• WHAT IS EXPECTED
When you write out the listing, keep every character and omit the pictures.

• RAW DATA
####

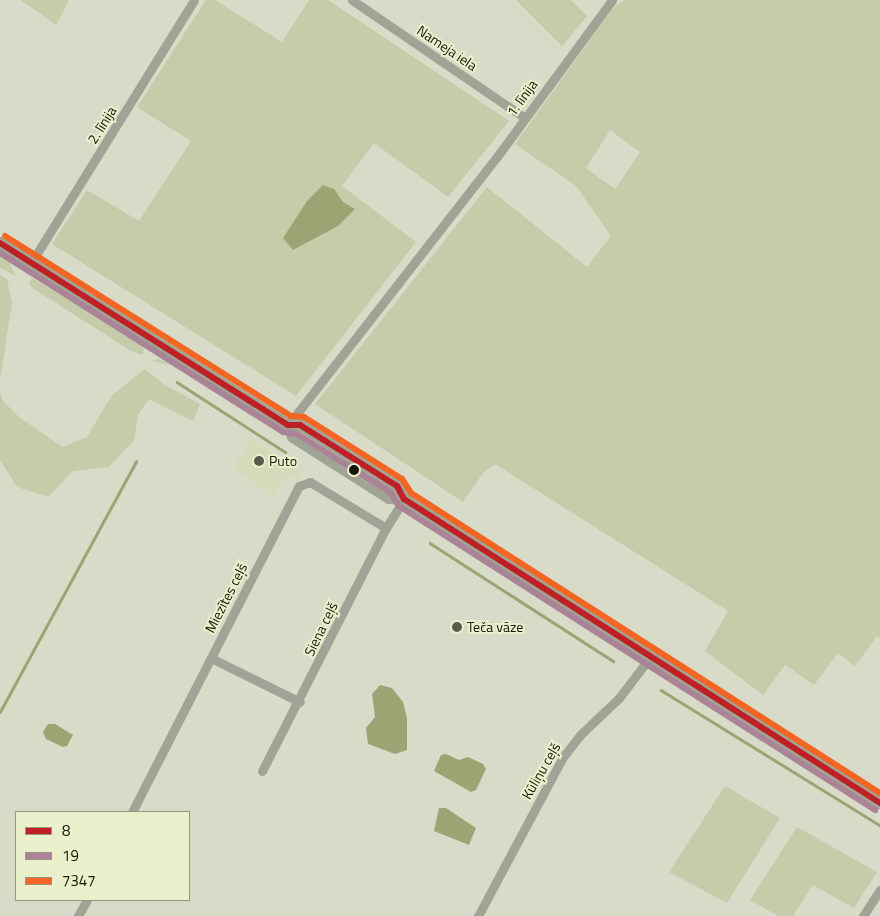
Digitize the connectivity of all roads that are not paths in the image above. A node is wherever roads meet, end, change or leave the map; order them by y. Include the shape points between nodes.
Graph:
1 (194, 0) edge
2 (352, 0) edge
3 (612, 0) edge
4 (525, 118) junction
5 (0, 243) edge
6 (31, 263) junction
7 (288, 425) junction
8 (404, 499) junction
9 (386, 528) junction
10 (651, 656) junction
11 (211, 658) junction
12 (300, 702) junction
13 (262, 771) dead end
14 (880, 803) edge
15 (133, 811) edge
16 (880, 890) edge
17 (86, 901) edge
18 (78, 916) edge
19 (478, 916) edge
20 (863, 916) edge

1 - 6 street, 2. līnija
2 - 4 street, Nameja iela
3 - 4 street, 1. līnija
4 - 7 street, 1. līnija
5 - 6 main road
6 - 7 main road
7 - 8 main road via 300,425 397,486
8 - 9 street, Siena ceļš
8 - 10 main road
9 - 11 street, Miezītes ceļš via 310,482 298,486
9 - 12 street, Siena ceļš
10 - 14 main road
10 - 19 street, Kūliņu ceļš via 619,698 580,735 563,757
11 - 12 street
11 - 15 street, Miezītes ceļš
12 - 13 street, Siena ceļš
16 - 20 street
17 - 18 street

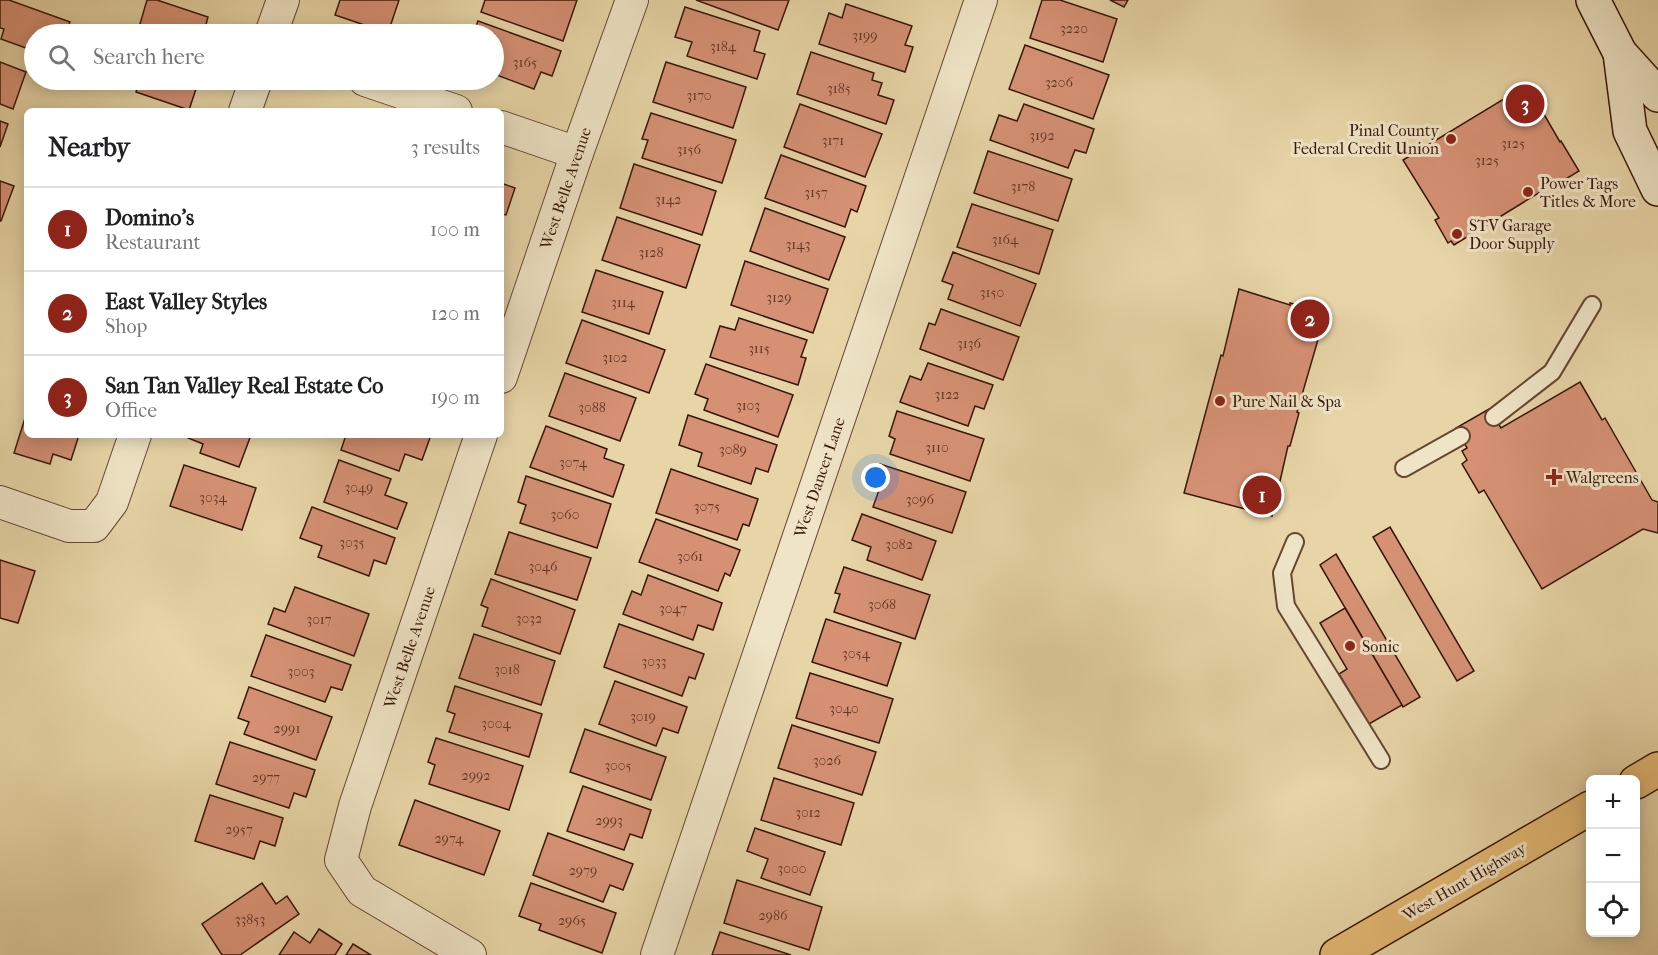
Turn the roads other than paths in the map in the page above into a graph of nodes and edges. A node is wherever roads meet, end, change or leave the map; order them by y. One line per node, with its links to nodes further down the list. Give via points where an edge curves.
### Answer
1 (283, 0): 5 (street)
2 (632, 0): 13 (street, West Belle Avenue)
3 (1593, 0): 6 (street)
4 (971, 3): 29 (street, West Dancer Lane)
5 (275, 24)
6 (1620, 53): 9 (street); 14 (street, via 1630,132)
7 (252, 90): 10 (street)
8 (394, 90): 11 (street)
9 (1658, 95)
10 (246, 108)
11 (447, 108)
12 (504, 128): 13 (street)
13 (577, 153): 16 (street, West Belle Avenue)
14 (1658, 189)
15 (1592, 305): 17 (lane, via 1552,372)
16 (504, 368)
17 (1494, 417)
18 (1461, 436): 21 (lane)
19 (134, 438): 22 (street, via 112,502 94,526 69,526)
20 (480, 438): 28 (street, West Belle Avenue, via 355,806 341,860 362,891)
21 (1404, 468)
22 (0, 502)
23 (1295, 542): 24 (lane, via 1282,573 1286,606)
24 (1381, 760)
25 (1658, 769): 26 (main road)
26 (1640, 779)
27 (1586, 810): 30 (main road, West Hunt Highway)
28 (470, 955)
29 (657, 955)
30 (1337, 955)

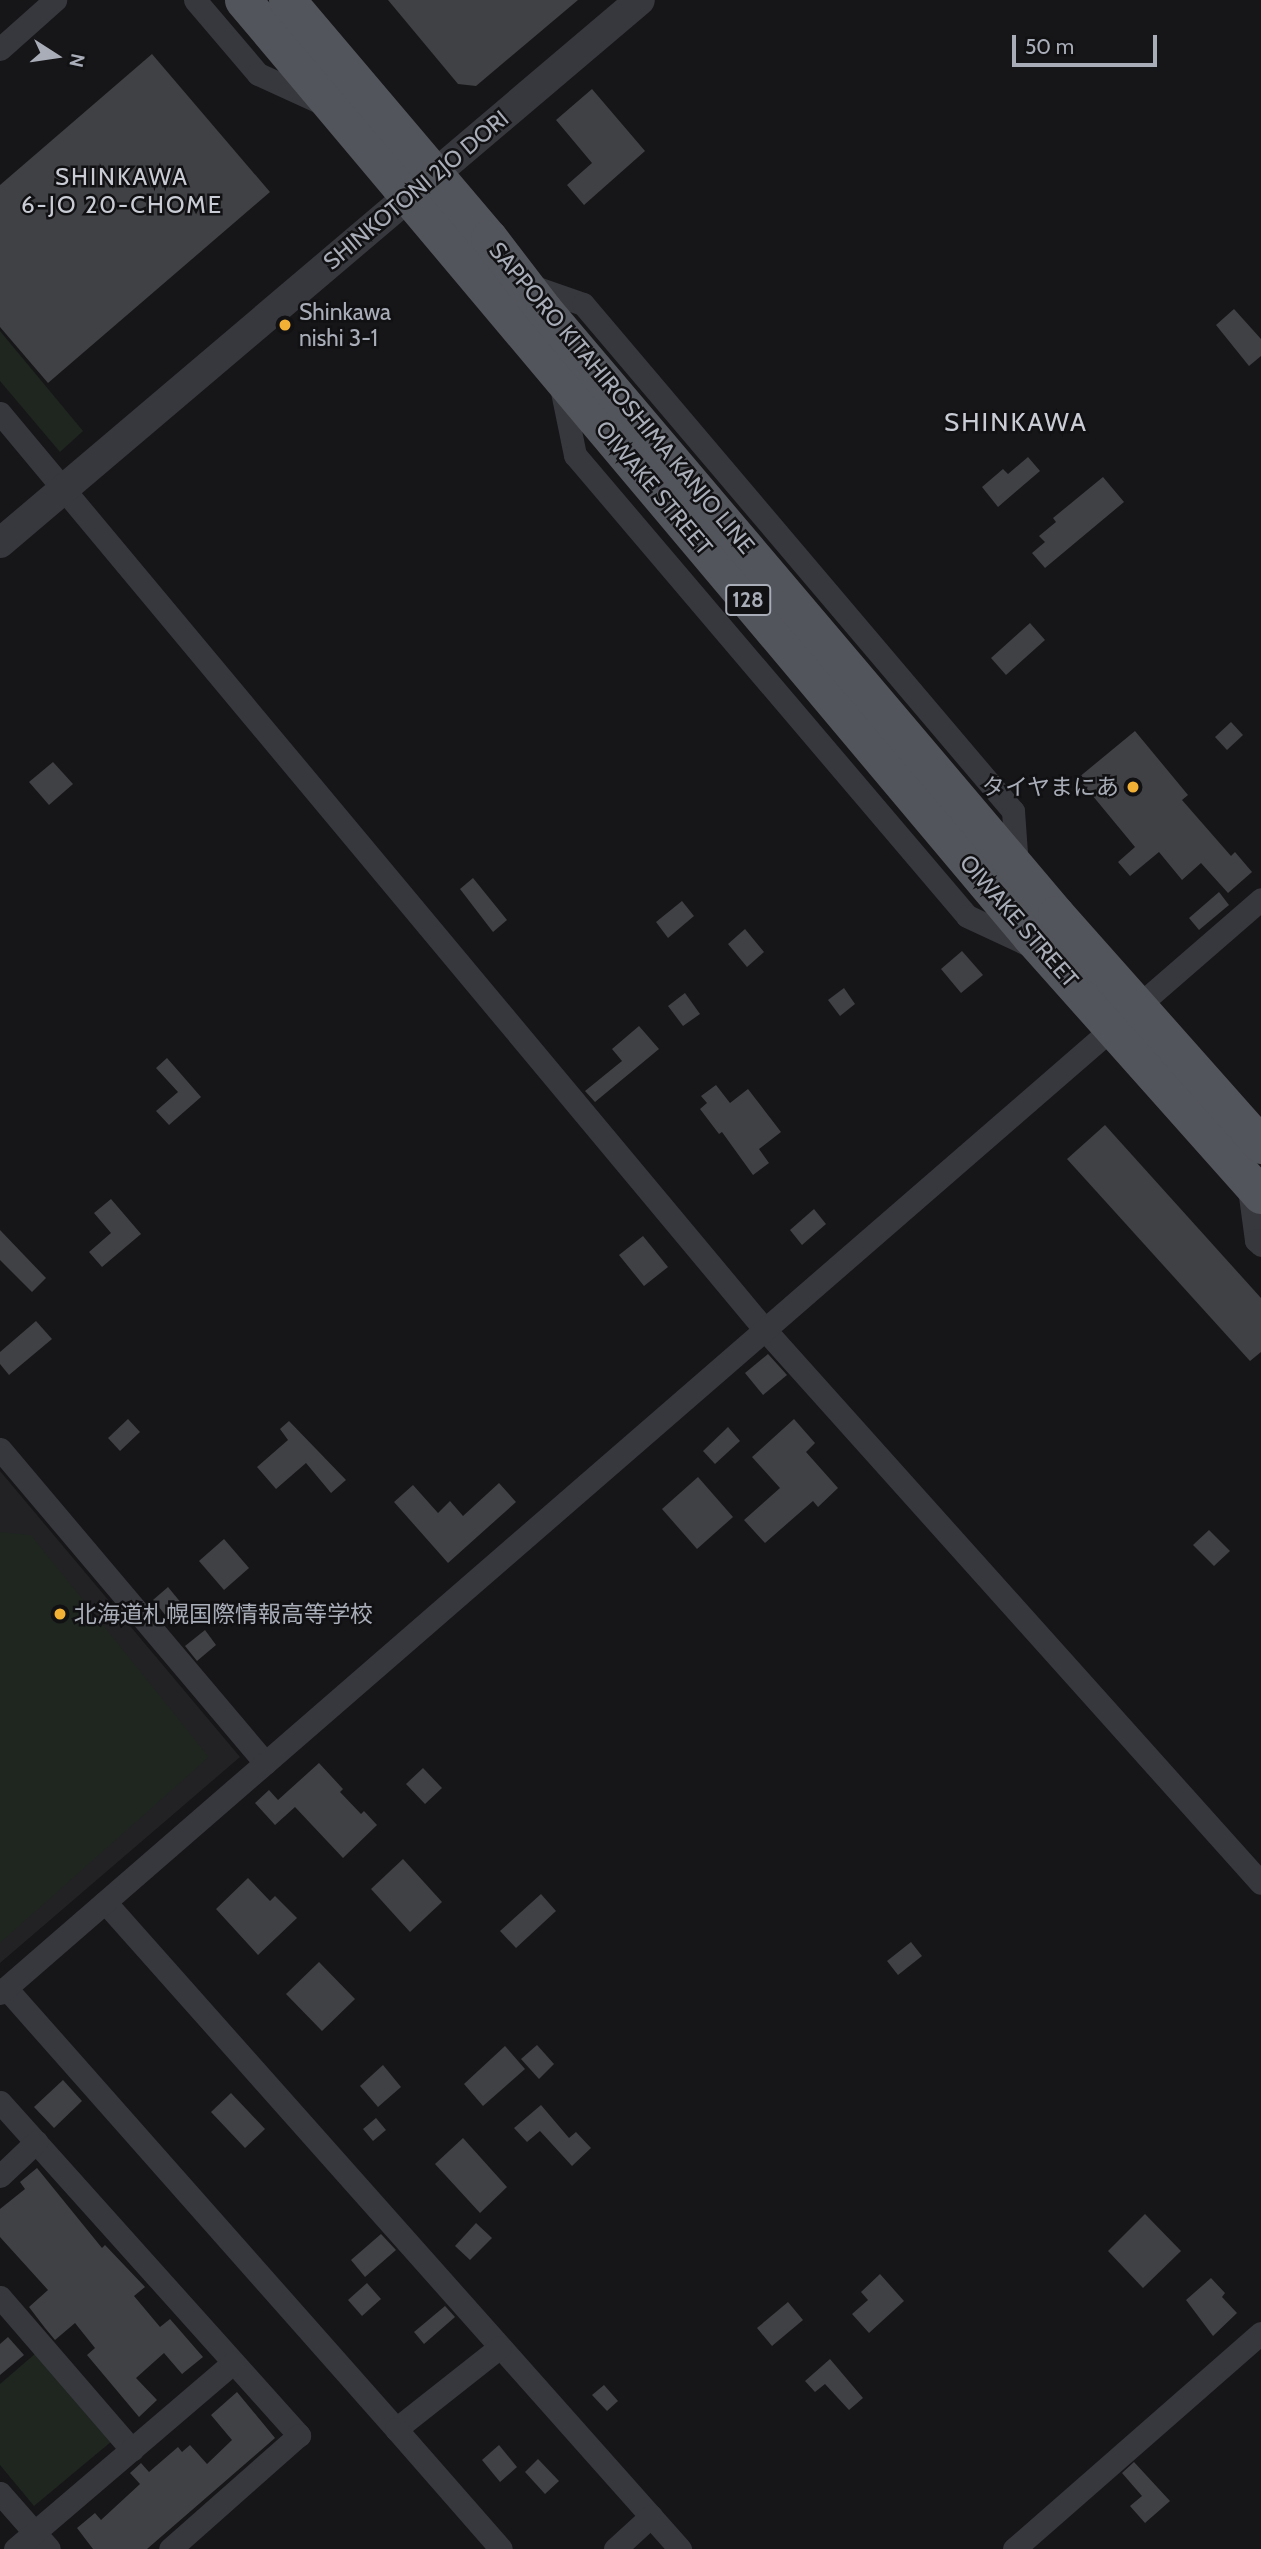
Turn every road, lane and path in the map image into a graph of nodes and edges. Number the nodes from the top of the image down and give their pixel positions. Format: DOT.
graph roads {
  1 [pos="55,0"];
  2 [pos="195,0"];
  3 [pos="243,0"];
  4 [pos="287,0"];
  5 [pos="640,0"];
  6 [pos="0,49"];
  7 [pos="335,108"];
  8 [pos="421,186"];
  9 [pos="0,413"];
  10 [pos="64,489"];
  11 [pos="0,543"];
  12 [pos="1261,899"];
  13 [pos="1125,1017"];
  14 [pos="1225,1104"];
  15 [pos="1261,1119"];
  16 [pos="1261,1145"];
  17 [pos="1254,1187"];
  18 [pos="1261,1245"];
  19 [pos="766,1331"];
  20 [pos="0,1449"];
  21 [pos="265,1763"];
  22 [pos="1261,1883"];
  23 [pos="105,1902"];
  24 [pos="3,1991"];
  25 [pos="0,2102"];
  26 [pos="36,2143"];
  27 [pos="0,2176"];
  28 [pos="0,2297"];
  29 [pos="1261,2333"];
  30 [pos="500,2347"];
  31 [pos="233,2362"];
  32 [pos="396,2429"];
  33 [pos="132,2450"];
  34 [pos="0,2493"];
  35 [pos="651,2516"];
  36 [pos="41,2541"];
  37 [pos="15,2549"];
  38 [pos="170,2549"];
  39 [pos="502,2549"];
  40 [pos="615,2549"];
  41 [pos="680,2549"];
  42 [pos="1014,2549"];
  1 -- 6 [label="street"];
  2 -- 7 [label="street"];
  3 -- 7 [label="main road, OIWAKE STREET / 128"];
  4 -- 8 [label="main road, SAPPORO KITAHIROSHIMA KANJO LINE / 128"];
  5 -- 8 [label="street, SHINKOTONI 2JO DORI"];
  7 -- 8 [label="main road, OIWAKE STREET / 128"];
  8 -- 10 [label="street, SHINKOTONI 2JO DORI"];
  8 -- 13 [label="main road, SAPPORO KITAHIROSHIMA KANJO LINE / 128"];
  8 -- 13 [label="main road, OIWAKE STREET / 128"];
  9 -- 10 [label="street"];
  10 -- 11 [label="street, SHINKOTONI 2JO DORI"];
  10 -- 19 [label="street"];
  12 -- 13 [label="street"];
  13 -- 14 [label="main road, SAPPORO KITAHIROSHIMA KANJO LINE / 128"];
  13 -- 17 [label="main road, OIWAKE STREET / 128"];
  13 -- 19 [label="street"];
  14 -- 15 [label="street"];
  14 -- 16 [label="main road, SAPPORO KITAHIROSHIMA KANJO LINE / 128"];
  17 -- 18 [label="street"];
  19 -- 21 [label="street"];
  19 -- 22 [label="street"];
  20 -- 21 [label="street"];
  21 -- 23 [label="street"];
  23 -- 24 [label="street"];
  23 -- 30 [label="street"];
  24 -- 32 [label="street"];
  25 -- 26 [label="street"];
  26 -- 27 [label="street"];
  26 -- 31 [label="street"];
  28 -- 33 [label="street"];
  29 -- 42 [label="street"];
  30 -- 32 [label="street"];
  30 -- 35 [label="street"];
  31 -- 33 [label="street"];
  31 -- 38 [label="street"];
  32 -- 39 [label="street"];
  33 -- 36 [label="street"];
  34 -- 36 [label="street"];
  35 -- 40 [label="street"];
  35 -- 41 [label="street"];
  36 -- 37 [label="street"];
}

####

• RESPONSE TO THE EXERCISE
Digitize the connectivity of all roads that are not paths in the image above. A node is wherever roads meet, end, change or leave the map; order them by y. Include the shape points between nodes.
Graph:
1 (194, 0) edge
2 (352, 0) edge
3 (612, 0) edge
4 (525, 118) junction
5 (0, 243) edge
6 (31, 263) junction
7 (288, 425) junction
8 (404, 499) junction
9 (386, 528) junction
10 (651, 656) junction
11 (211, 658) junction
12 (300, 702) junction
13 (262, 771) dead end
14 (880, 803) edge
15 (133, 811) edge
16 (880, 890) edge
17 (86, 901) edge
18 (78, 916) edge
19 (478, 916) edge
20 (863, 916) edge

1 - 6 street, 2. līnija
2 - 4 street, Nameja iela
3 - 4 street, 1. līnija
4 - 7 street, 1. līnija
5 - 6 main road
6 - 7 main road
7 - 8 main road via 300,425 397,486
8 - 9 street, Siena ceļš
8 - 10 main road
9 - 11 street, Miezītes ceļš via 310,482 298,486
9 - 12 street, Siena ceļš
10 - 14 main road
10 - 19 street, Kūliņu ceļš via 619,698 580,735 563,757
11 - 12 street
11 - 15 street, Miezītes ceļš
12 - 13 street, Siena ceļš
16 - 20 street
17 - 18 street

Turn the roads other than paths in the map in the page above into a graph of nodes and edges. A node is wherever roads meet, end, change or leave the map; order them by y. One line per node, with its links to nodes further down the list. Give via points where an edge curves.
### Answer
1 (283, 0): 5 (street)
2 (632, 0): 13 (street, West Belle Avenue)
3 (1593, 0): 6 (street)
4 (971, 3): 29 (street, West Dancer Lane)
5 (275, 24)
6 (1620, 53): 9 (street); 14 (street, via 1630,132)
7 (252, 90): 10 (street)
8 (394, 90): 11 (street)
9 (1658, 95)
10 (246, 108)
11 (447, 108)
12 (504, 128): 13 (street)
13 (577, 153): 16 (street, West Belle Avenue)
14 (1658, 189)
15 (1592, 305): 17 (lane, via 1552,372)
16 (504, 368)
17 (1494, 417)
18 (1461, 436): 21 (lane)
19 (134, 438): 22 (street, via 112,502 94,526 69,526)
20 (480, 438): 28 (street, West Belle Avenue, via 355,806 341,860 362,891)
21 (1404, 468)
22 (0, 502)
23 (1295, 542): 24 (lane, via 1282,573 1286,606)
24 (1381, 760)
25 (1658, 769): 26 (main road)
26 (1640, 779)
27 (1586, 810): 30 (main road, West Hunt Highway)
28 (470, 955)
29 (657, 955)
30 (1337, 955)

Turn every road, lane and path in the map image into a graph of nodes and edges. Number the nodes from the top of the image down and give their pixel positions. Format: DOT.
graph roads {
  1 [pos="55,0"];
  2 [pos="195,0"];
  3 [pos="243,0"];
  4 [pos="287,0"];
  5 [pos="640,0"];
  6 [pos="0,49"];
  7 [pos="335,108"];
  8 [pos="421,186"];
  9 [pos="0,413"];
  10 [pos="64,489"];
  11 [pos="0,543"];
  12 [pos="1261,899"];
  13 [pos="1125,1017"];
  14 [pos="1225,1104"];
  15 [pos="1261,1119"];
  16 [pos="1261,1145"];
  17 [pos="1254,1187"];
  18 [pos="1261,1245"];
  19 [pos="766,1331"];
  20 [pos="0,1449"];
  21 [pos="265,1763"];
  22 [pos="1261,1883"];
  23 [pos="105,1902"];
  24 [pos="3,1991"];
  25 [pos="0,2102"];
  26 [pos="36,2143"];
  27 [pos="0,2176"];
  28 [pos="0,2297"];
  29 [pos="1261,2333"];
  30 [pos="500,2347"];
  31 [pos="233,2362"];
  32 [pos="396,2429"];
  33 [pos="132,2450"];
  34 [pos="0,2493"];
  35 [pos="651,2516"];
  36 [pos="41,2541"];
  37 [pos="15,2549"];
  38 [pos="170,2549"];
  39 [pos="502,2549"];
  40 [pos="615,2549"];
  41 [pos="680,2549"];
  42 [pos="1014,2549"];
  1 -- 6 [label="street"];
  2 -- 7 [label="street"];
  3 -- 7 [label="main road, OIWAKE STREET / 128"];
  4 -- 8 [label="main road, SAPPORO KITAHIROSHIMA KANJO LINE / 128"];
  5 -- 8 [label="street, SHINKOTONI 2JO DORI"];
  7 -- 8 [label="main road, OIWAKE STREET / 128"];
  8 -- 10 [label="street, SHINKOTONI 2JO DORI"];
  8 -- 13 [label="main road, SAPPORO KITAHIROSHIMA KANJO LINE / 128"];
  8 -- 13 [label="main road, OIWAKE STREET / 128"];
  9 -- 10 [label="street"];
  10 -- 11 [label="street, SHINKOTONI 2JO DORI"];
  10 -- 19 [label="street"];
  12 -- 13 [label="street"];
  13 -- 14 [label="main road, SAPPORO KITAHIROSHIMA KANJO LINE / 128"];
  13 -- 17 [label="main road, OIWAKE STREET / 128"];
  13 -- 19 [label="street"];
  14 -- 15 [label="street"];
  14 -- 16 [label="main road, SAPPORO KITAHIROSHIMA KANJO LINE / 128"];
  17 -- 18 [label="street"];
  19 -- 21 [label="street"];
  19 -- 22 [label="street"];
  20 -- 21 [label="street"];
  21 -- 23 [label="street"];
  23 -- 24 [label="street"];
  23 -- 30 [label="street"];
  24 -- 32 [label="street"];
  25 -- 26 [label="street"];
  26 -- 27 [label="street"];
  26 -- 31 [label="street"];
  28 -- 33 [label="street"];
  29 -- 42 [label="street"];
  30 -- 32 [label="street"];
  30 -- 35 [label="street"];
  31 -- 33 [label="street"];
  31 -- 38 [label="street"];
  32 -- 39 [label="street"];
  33 -- 36 [label="street"];
  34 -- 36 [label="street"];
  35 -- 40 [label="street"];
  35 -- 41 [label="street"];
  36 -- 37 [label="street"];
}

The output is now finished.